I was wondering if somebody could help me.
Our company supplies a Laser Templating device called the LT-55XL which we are succesfully selling into the Granite worktop trade. 
It is a 2D system that created a .dxf file ready for use with any CAD/CAM or CNC software.
I am just wondering if it would be applicable to the woodworking market as it is not a trade i am very familiar with.

Any advice would be very much appreciated.



Thanks,

Carl


----------



## wizer (21 Oct 2008)

If it is the same thing as this:

http://www.lasersquare.com/products/lt55.asp

Then I assume it is some sort of measuring tool? Recording measurements and outputting them to be displayed on a computer later?

That site quotes over $10k, so I guess you sell this in the region of £6-7k?

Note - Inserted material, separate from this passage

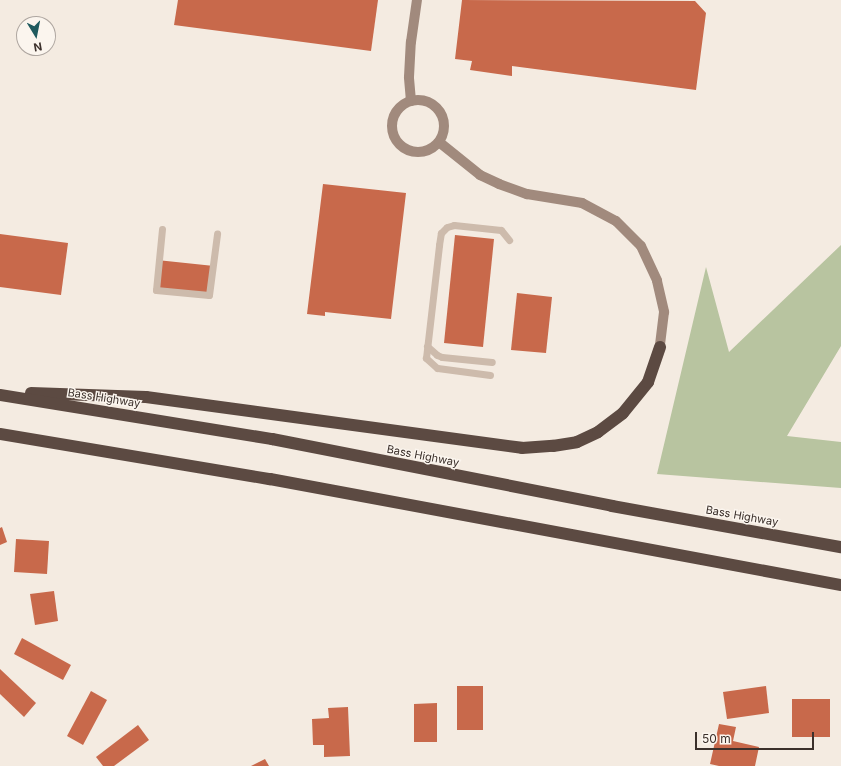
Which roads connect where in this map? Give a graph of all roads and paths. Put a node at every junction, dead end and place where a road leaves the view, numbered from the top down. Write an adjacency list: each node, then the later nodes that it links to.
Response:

Dunno, I am not a trade woodworker, but I can't see 6 grands worth of benefit, unless you can convince us otherwise?


----------



## Laser Guy (21 Oct 2008)

Hi Wizer,
http://www.laserproductseurope.com/products/lt55.shtml
that is our European site but it is the same yes. The XL version is slightly more money than the original LT-55. But the cost is not the issue for me.
The reason i ask is that yes in the Granite worktop trade it is worth the money as it saves an immense amount of time not only on acutally templating things, but on the programming as well. 
We have over 1600 units worldwide but all of these are in the Granite or Solid surface trades, so it is a well known and respected tool in our trade but i'm not sure if it is of any benefit to the woodworking trade or not.


----------



## wizer (21 Oct 2008)

We have some resident pro's here. I am sure they will let you know what they think. I guess it could be useful for built-ins. But still seems expensive to me.


----------



## Oryxdesign (21 Oct 2008)

Can I have one on trial for a couple of years?


----------



## Laser Guy (22 Oct 2008)

Well if you want to try it out, come to the W8 show at the NEC next week where we will be exhibiting. You can have a play with the system there.


----------



## lomaximus (22 Oct 2008)

My Nephew works for Sheridans templating and he got one of these about 2 months ago.
I do agree with wizer though it does seem a little expensive


----------



## hpl (23 Oct 2008)

So is this rather smart gadget able to take the template and then the file is right ready to load into a CNC machine to cut out the worktop from? If so it looks like it is rather too advanced for timber worktops. These are usually supplied at a standard size and then cut to fit on site. As timber is much easier to cut than granite this is easy to do on site so an accurate template is not needed. From what I have seen of Granite templating we would cut the timber worktop to size nearly as quick as the template is made for the granite. This makes templating for timber worktops unnecessary. Maybe others can see another use for this tool, but not for me. Even if I was fitting kitchens every week I can't see how it would help me at all.

Johnny B


----------



## Chris Knight (24 Oct 2008)

It's not clear if it also measures in the vertical plane. This would be important to anyone using it for built ins - which is the only place I can see it being useful in the woodworking field.


----------